### DATASET
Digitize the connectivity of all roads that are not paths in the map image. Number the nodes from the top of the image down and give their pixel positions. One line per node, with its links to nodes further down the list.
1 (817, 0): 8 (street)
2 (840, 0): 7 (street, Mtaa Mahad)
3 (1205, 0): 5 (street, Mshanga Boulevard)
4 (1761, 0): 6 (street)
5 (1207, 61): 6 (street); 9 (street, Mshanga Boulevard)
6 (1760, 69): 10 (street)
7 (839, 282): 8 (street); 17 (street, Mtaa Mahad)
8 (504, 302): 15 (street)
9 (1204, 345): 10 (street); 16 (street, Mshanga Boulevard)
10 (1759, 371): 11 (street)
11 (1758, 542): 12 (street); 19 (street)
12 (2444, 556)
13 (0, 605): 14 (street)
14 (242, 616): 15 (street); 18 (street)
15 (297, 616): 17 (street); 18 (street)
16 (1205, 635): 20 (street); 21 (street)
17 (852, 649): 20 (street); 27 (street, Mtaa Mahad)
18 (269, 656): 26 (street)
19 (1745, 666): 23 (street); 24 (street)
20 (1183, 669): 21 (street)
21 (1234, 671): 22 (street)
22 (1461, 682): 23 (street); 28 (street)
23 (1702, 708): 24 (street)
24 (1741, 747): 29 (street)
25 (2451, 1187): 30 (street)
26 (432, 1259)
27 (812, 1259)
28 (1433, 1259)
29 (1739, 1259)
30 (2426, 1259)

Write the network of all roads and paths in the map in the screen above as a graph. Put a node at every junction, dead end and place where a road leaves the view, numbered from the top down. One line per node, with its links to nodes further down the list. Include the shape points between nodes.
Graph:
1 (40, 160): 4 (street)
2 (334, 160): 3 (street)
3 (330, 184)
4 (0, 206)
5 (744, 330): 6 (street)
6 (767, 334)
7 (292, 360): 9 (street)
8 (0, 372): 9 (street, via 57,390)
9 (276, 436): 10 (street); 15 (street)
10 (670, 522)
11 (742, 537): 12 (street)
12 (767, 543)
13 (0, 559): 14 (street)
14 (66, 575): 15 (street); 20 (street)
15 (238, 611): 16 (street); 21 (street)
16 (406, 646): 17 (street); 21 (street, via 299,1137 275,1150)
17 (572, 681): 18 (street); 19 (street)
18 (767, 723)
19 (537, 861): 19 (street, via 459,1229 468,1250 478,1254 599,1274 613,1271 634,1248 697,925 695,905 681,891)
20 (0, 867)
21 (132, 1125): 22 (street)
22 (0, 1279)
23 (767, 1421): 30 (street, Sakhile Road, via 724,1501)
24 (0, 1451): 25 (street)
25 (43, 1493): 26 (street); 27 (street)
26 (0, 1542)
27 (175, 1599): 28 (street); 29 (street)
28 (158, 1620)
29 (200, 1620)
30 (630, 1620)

### TASK DESCRIPTION
In full and without alteration, transcribe the listing above.

### TASK ANSWER
Digitize the connectivity of all roads that are not paths in the map image. Number the nodes from the top of the image down and give their pixel positions. One line per node, with its links to nodes further down the list.
1 (817, 0): 8 (street)
2 (840, 0): 7 (street, Mtaa Mahad)
3 (1205, 0): 5 (street, Mshanga Boulevard)
4 (1761, 0): 6 (street)
5 (1207, 61): 6 (street); 9 (street, Mshanga Boulevard)
6 (1760, 69): 10 (street)
7 (839, 282): 8 (street); 17 (street, Mtaa Mahad)
8 (504, 302): 15 (street)
9 (1204, 345): 10 (street); 16 (street, Mshanga Boulevard)
10 (1759, 371): 11 (street)
11 (1758, 542): 12 (street); 19 (street)
12 (2444, 556)
13 (0, 605): 14 (street)
14 (242, 616): 15 (street); 18 (street)
15 (297, 616): 17 (street); 18 (street)
16 (1205, 635): 20 (street); 21 (street)
17 (852, 649): 20 (street); 27 (street, Mtaa Mahad)
18 (269, 656): 26 (street)
19 (1745, 666): 23 (street); 24 (street)
20 (1183, 669): 21 (street)
21 (1234, 671): 22 (street)
22 (1461, 682): 23 (street); 28 (street)
23 (1702, 708): 24 (street)
24 (1741, 747): 29 (street)
25 (2451, 1187): 30 (street)
26 (432, 1259)
27 (812, 1259)
28 (1433, 1259)
29 (1739, 1259)
30 (2426, 1259)

Write the network of all roads and paths in the map in the screen above as a graph. Put a node at every junction, dead end and place where a road leaves the view, numbered from the top down. One line per node, with its links to nodes further down the list. Include the shape points between nodes.
Graph:
1 (40, 160): 4 (street)
2 (334, 160): 3 (street)
3 (330, 184)
4 (0, 206)
5 (744, 330): 6 (street)
6 (767, 334)
7 (292, 360): 9 (street)
8 (0, 372): 9 (street, via 57,390)
9 (276, 436): 10 (street); 15 (street)
10 (670, 522)
11 (742, 537): 12 (street)
12 (767, 543)
13 (0, 559): 14 (street)
14 (66, 575): 15 (street); 20 (street)
15 (238, 611): 16 (street); 21 (street)
16 (406, 646): 17 (street); 21 (street, via 299,1137 275,1150)
17 (572, 681): 18 (street); 19 (street)
18 (767, 723)
19 (537, 861): 19 (street, via 459,1229 468,1250 478,1254 599,1274 613,1271 634,1248 697,925 695,905 681,891)
20 (0, 867)
21 (132, 1125): 22 (street)
22 (0, 1279)
23 (767, 1421): 30 (street, Sakhile Road, via 724,1501)
24 (0, 1451): 25 (street)
25 (43, 1493): 26 (street); 27 (street)
26 (0, 1542)
27 (175, 1599): 28 (street); 29 (street)
28 (158, 1620)
29 (200, 1620)
30 (630, 1620)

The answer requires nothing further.